A certain alkaloid has $70.8$% carbon, $6.2$% hydrogen, $4.1$% nitrogen and $100-70.8-6.2-4.1=18.9$ oxygen
$100$ g of alkaloid has $70.8$ g carbon, $6.2$g hydrogen, $4.1$ g nitrogen and $18.9$ g oxygen.

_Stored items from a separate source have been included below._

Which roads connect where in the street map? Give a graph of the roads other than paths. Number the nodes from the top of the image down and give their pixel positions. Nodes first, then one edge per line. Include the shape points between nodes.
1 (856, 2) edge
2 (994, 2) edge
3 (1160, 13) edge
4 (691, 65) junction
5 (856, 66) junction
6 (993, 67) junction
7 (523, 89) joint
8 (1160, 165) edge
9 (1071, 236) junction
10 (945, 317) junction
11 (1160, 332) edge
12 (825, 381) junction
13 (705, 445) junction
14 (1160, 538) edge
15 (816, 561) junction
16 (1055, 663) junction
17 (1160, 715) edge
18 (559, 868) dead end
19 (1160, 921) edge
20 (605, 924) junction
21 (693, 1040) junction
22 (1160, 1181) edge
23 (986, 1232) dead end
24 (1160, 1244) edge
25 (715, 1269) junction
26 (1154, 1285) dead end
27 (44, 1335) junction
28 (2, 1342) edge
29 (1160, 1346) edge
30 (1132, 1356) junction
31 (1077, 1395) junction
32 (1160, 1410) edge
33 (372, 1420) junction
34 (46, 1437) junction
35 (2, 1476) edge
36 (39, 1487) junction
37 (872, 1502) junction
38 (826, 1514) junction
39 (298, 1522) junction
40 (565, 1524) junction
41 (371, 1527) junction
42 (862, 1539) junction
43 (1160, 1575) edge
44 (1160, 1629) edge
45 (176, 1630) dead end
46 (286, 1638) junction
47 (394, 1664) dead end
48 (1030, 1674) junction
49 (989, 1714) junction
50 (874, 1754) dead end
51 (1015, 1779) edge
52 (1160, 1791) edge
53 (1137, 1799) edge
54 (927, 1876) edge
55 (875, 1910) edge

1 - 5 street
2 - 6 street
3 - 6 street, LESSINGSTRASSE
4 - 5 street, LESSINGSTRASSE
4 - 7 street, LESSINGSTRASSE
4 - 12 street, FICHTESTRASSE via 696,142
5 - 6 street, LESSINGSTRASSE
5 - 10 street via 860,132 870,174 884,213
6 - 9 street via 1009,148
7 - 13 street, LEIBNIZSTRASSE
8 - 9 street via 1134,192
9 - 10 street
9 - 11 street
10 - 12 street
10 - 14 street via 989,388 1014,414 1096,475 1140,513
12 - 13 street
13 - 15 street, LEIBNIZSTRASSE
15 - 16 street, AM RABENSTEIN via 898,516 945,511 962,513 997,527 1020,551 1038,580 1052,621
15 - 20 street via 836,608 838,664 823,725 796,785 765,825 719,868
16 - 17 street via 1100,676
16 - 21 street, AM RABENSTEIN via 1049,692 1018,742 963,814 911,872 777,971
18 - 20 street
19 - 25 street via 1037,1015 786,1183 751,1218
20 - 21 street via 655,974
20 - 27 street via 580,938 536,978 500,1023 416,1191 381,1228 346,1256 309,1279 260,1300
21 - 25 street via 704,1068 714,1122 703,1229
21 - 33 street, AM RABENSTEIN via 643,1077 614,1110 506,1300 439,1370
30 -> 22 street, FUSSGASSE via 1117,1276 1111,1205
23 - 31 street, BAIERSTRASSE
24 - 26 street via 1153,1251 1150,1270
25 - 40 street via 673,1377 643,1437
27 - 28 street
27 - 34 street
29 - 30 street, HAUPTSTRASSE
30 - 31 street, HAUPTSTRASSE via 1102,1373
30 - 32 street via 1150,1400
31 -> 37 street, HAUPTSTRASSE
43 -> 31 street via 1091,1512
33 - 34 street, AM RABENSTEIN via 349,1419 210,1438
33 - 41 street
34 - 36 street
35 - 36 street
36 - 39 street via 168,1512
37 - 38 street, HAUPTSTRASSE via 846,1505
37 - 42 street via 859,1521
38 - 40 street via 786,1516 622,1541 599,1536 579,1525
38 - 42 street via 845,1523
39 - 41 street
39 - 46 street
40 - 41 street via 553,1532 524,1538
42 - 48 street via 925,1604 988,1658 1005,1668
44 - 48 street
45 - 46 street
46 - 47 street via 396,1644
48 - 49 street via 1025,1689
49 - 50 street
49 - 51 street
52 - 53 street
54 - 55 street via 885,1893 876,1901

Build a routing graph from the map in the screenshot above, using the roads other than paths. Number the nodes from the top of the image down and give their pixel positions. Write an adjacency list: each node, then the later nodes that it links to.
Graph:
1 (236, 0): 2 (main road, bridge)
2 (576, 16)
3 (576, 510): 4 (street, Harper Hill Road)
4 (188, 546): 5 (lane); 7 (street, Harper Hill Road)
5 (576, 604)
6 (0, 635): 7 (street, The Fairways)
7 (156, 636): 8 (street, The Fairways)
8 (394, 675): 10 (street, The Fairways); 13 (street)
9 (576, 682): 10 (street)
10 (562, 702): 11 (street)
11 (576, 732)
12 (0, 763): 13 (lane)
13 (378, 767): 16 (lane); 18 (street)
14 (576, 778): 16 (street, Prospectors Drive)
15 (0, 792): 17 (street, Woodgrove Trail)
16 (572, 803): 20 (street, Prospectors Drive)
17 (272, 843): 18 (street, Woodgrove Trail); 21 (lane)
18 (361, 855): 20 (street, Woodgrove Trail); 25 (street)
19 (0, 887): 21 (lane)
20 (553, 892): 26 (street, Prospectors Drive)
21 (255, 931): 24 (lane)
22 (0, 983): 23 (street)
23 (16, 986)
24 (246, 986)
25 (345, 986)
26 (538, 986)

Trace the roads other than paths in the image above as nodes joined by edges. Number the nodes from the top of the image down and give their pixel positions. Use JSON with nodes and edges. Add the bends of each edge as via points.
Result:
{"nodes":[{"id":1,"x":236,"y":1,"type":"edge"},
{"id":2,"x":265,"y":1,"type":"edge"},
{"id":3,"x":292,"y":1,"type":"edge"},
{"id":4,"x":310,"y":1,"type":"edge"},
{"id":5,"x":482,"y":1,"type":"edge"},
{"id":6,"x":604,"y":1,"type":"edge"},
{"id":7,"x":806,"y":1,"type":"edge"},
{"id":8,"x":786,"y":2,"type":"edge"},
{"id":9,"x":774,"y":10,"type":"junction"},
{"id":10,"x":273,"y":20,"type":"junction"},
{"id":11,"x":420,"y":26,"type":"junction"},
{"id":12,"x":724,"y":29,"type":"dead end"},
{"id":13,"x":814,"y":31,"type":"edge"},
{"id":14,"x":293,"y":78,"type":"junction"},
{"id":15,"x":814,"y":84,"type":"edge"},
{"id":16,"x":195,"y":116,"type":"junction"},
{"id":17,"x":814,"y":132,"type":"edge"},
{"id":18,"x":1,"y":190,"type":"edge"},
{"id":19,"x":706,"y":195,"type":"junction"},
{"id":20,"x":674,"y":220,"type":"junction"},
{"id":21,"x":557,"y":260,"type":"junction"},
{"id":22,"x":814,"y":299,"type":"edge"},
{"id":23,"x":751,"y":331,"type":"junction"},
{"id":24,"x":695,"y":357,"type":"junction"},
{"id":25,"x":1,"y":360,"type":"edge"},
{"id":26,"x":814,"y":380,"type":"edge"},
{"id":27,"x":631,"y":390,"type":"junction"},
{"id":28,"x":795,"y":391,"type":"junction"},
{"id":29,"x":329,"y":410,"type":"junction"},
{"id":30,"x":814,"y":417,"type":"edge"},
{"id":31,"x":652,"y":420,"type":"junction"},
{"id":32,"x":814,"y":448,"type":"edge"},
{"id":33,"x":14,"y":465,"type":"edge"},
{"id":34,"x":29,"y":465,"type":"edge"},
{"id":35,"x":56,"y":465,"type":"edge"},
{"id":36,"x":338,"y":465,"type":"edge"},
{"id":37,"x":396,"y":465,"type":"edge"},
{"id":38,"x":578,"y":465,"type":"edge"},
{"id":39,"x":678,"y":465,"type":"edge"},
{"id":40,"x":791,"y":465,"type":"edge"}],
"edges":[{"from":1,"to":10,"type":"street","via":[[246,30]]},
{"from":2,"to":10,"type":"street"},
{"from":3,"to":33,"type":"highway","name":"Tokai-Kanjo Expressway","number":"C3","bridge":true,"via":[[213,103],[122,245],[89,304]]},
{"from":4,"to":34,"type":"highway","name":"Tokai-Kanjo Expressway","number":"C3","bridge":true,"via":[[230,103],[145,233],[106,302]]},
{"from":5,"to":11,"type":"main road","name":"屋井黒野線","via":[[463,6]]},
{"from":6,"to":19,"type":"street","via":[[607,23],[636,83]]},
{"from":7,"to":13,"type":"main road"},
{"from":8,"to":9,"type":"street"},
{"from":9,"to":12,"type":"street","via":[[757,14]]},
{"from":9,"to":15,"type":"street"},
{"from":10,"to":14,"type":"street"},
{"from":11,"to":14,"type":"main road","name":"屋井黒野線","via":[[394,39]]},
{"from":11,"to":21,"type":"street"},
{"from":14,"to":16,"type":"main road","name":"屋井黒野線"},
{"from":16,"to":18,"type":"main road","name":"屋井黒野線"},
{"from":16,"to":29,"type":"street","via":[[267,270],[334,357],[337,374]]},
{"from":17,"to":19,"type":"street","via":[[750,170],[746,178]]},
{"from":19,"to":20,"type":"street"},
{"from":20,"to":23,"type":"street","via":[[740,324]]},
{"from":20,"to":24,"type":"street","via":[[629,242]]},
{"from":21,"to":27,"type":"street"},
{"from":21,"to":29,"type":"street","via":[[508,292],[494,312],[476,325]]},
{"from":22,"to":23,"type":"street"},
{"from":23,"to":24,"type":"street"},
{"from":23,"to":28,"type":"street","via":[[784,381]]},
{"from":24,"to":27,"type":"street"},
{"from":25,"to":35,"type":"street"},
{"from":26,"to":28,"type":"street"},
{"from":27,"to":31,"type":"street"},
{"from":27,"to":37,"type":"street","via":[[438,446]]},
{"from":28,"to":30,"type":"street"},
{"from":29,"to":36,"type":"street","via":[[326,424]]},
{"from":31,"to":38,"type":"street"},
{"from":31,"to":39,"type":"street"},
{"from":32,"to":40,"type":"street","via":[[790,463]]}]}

The number of moles of $C$ present in $100$ g of alkaloid is$\frac{70.8}{12}=5.9mol$
The number of moles of $H$ present in $100$ g of alkaloid is $\frac{6.2}{1}=6.2mol$
The number of moles of $N$ present in $100$ g of alkaloid is $\frac{4.1}{14}=0.29mol$
The number of moles of $O$ present in $100$ g of alkaloid is $\frac{18.9}{16}=1.18mol$
The molar ratio is $C:H:N:O=5.9:6.2:0.29:1.18$
To get the whole number ratio, we divide the ratio with $0.29$.
The molar ratio is $C:H:N:O=20.3:21.4:1:4$. This ratio is approximately equal to $C:H:N:O=20:21:1:4$
Hence, the empirical formula is $C_{20}{H}_{21}N{O}_4$.